Body or hand keypoint data

=====

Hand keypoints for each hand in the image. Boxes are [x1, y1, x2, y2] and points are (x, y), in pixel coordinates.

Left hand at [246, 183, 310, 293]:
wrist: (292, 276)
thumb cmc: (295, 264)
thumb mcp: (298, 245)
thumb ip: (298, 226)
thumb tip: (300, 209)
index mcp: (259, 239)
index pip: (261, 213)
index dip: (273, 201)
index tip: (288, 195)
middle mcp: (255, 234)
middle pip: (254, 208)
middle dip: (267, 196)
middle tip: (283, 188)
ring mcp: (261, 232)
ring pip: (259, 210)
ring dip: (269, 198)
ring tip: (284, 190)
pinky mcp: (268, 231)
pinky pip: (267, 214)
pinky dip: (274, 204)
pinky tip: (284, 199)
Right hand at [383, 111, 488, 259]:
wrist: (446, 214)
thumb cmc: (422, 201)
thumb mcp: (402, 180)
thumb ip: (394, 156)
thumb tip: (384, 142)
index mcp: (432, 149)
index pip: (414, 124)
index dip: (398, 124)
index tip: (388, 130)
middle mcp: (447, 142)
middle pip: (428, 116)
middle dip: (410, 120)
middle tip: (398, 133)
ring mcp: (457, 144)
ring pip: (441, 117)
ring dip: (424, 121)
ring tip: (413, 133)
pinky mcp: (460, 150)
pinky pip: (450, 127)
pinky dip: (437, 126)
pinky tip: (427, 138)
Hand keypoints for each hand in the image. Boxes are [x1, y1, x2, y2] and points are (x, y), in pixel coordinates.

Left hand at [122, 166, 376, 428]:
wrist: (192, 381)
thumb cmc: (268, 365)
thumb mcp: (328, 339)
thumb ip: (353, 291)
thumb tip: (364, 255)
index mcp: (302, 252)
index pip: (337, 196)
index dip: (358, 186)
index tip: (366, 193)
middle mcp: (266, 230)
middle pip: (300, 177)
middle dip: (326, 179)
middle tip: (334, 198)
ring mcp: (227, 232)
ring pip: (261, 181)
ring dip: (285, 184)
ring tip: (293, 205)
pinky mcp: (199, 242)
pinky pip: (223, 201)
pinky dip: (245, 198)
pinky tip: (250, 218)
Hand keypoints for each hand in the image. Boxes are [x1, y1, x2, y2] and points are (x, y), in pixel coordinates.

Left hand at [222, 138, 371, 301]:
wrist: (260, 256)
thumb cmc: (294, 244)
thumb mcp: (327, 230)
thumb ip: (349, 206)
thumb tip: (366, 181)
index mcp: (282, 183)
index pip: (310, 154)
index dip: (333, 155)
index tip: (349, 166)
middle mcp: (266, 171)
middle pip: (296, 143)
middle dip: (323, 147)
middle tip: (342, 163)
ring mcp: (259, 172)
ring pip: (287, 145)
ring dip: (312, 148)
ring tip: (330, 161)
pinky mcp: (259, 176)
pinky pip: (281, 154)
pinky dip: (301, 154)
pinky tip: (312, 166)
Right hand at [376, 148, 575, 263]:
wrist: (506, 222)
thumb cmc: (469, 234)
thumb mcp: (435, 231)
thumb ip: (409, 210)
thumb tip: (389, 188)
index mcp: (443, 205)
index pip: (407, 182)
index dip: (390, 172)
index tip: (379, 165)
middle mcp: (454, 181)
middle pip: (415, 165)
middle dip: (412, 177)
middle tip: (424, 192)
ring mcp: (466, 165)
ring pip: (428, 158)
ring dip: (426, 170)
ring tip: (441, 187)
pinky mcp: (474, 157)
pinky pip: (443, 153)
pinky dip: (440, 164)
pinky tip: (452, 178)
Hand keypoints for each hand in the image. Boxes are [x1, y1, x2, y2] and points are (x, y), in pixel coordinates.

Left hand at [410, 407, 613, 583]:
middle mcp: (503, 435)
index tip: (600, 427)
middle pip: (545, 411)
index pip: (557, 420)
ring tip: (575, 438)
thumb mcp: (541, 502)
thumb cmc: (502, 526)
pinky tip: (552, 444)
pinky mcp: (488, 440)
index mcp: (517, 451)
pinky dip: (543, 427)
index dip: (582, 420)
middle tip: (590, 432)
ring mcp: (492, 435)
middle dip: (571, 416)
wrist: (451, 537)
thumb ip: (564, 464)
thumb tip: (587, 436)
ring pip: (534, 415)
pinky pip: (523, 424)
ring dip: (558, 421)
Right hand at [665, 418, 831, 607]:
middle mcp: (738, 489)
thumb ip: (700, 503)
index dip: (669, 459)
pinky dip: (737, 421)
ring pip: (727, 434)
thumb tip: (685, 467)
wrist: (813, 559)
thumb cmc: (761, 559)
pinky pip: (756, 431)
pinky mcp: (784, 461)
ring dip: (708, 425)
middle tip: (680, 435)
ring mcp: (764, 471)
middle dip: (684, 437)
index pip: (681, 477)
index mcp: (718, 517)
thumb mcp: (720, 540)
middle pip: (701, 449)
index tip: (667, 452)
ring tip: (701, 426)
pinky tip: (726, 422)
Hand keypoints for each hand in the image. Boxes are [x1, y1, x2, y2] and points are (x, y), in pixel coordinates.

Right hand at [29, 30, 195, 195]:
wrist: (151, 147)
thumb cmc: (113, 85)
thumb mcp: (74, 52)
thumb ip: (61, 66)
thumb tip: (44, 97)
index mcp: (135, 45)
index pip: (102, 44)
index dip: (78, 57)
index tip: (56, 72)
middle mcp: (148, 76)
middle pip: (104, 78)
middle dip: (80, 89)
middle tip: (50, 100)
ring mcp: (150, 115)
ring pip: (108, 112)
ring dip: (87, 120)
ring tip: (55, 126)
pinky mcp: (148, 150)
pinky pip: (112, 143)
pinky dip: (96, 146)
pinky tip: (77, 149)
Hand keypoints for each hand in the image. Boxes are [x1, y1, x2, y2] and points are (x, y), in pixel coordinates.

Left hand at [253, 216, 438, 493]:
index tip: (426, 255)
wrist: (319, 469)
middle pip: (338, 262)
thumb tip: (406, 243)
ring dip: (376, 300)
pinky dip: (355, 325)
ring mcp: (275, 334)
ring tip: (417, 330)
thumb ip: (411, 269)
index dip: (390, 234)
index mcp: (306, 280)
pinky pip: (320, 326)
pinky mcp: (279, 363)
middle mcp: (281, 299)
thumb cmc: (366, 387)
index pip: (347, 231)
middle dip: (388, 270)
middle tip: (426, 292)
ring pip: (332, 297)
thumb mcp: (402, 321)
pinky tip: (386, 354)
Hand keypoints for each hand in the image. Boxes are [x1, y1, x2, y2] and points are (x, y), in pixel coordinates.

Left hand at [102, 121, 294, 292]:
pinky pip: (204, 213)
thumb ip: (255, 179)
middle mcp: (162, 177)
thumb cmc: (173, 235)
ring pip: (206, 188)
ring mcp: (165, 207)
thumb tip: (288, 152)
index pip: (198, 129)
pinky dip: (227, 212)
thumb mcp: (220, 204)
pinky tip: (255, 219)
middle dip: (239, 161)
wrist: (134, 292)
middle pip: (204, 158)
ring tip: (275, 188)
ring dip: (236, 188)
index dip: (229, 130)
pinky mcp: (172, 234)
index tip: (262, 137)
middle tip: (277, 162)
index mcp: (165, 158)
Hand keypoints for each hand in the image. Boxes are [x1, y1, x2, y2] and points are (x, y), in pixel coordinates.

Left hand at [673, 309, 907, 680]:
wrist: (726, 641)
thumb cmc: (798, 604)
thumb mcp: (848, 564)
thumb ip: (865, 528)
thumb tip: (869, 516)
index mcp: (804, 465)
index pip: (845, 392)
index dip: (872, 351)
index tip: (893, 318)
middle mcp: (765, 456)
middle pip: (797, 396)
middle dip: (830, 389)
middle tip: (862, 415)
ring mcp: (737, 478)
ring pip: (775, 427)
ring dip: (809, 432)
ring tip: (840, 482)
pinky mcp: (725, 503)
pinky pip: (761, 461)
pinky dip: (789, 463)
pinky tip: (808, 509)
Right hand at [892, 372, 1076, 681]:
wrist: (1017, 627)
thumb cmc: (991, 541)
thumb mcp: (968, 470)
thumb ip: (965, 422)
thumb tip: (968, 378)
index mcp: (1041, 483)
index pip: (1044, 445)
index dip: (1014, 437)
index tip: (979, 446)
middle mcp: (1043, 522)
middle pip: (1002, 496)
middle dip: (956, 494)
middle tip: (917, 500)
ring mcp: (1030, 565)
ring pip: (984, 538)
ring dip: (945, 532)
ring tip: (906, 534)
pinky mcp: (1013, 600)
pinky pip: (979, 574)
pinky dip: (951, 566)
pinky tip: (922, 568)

=====

> DIRECTIONS FOR THIS TASK
Your answer should be the lines above, from the line containing "ring tip: (417, 330)" up to and including the line containing "wrist: (1017, 627)", reproduced exactly and with nothing else.

> OUTPUT FOR THIS TASK
ring tip: (417, 330)
thumb ip: (411, 269)
index dip: (390, 234)
index mcp: (306, 280)
pinky pip: (320, 326)
pinky mcp: (279, 363)
middle mcp: (281, 299)
thumb cmc: (366, 387)
index pip: (347, 231)
middle dip: (388, 270)
middle tip: (426, 292)
ring pip: (332, 297)
thumb mcp: (402, 321)
pinky tip: (386, 354)
Hand keypoints for each hand in the image. Boxes are [x1, y1, x2, y2] and points are (x, y), in pixel coordinates.

Left hand at [102, 121, 294, 292]:
pinky pip: (204, 213)
thumb ip: (255, 179)
middle mcp: (162, 177)
thumb cmc: (173, 235)
ring pip: (206, 188)
ring mcp: (165, 207)
thumb tip: (288, 152)
index pip: (198, 129)
pinky dip: (227, 212)
thumb mcp: (220, 204)
pinky tip: (255, 219)
middle dip: (239, 161)
wrist: (134, 292)
middle pip: (204, 158)
ring tip: (275, 188)
ring dip: (236, 188)
index dip: (229, 130)
pinky mcp: (172, 234)
index tip: (262, 137)
middle tip: (277, 162)
index mcp: (165, 158)
Hand keypoints for each hand in the image. Boxes are [x1, y1, x2, y2] and points are (x, y), in pixel coordinates.

Left hand at [673, 309, 907, 680]:
wrist: (726, 641)
thumb cmc: (798, 604)
thumb mcp: (848, 564)
thumb ip: (865, 528)
thumb tip: (869, 516)
index mcp: (804, 465)
index pip: (845, 392)
index dip: (872, 351)
index tip: (893, 318)
middle mcp: (765, 456)
middle pip: (797, 396)
middle dip: (830, 389)
middle tip: (862, 415)
ring mcp: (737, 478)
ring pip: (775, 427)
ring dip: (809, 432)
ring tip: (840, 482)
pinky mcp: (725, 503)
pinky pip: (761, 461)
pinky dip: (789, 463)
pinky tip: (808, 509)
Right hand at [892, 372, 1076, 681]:
wrist: (1017, 627)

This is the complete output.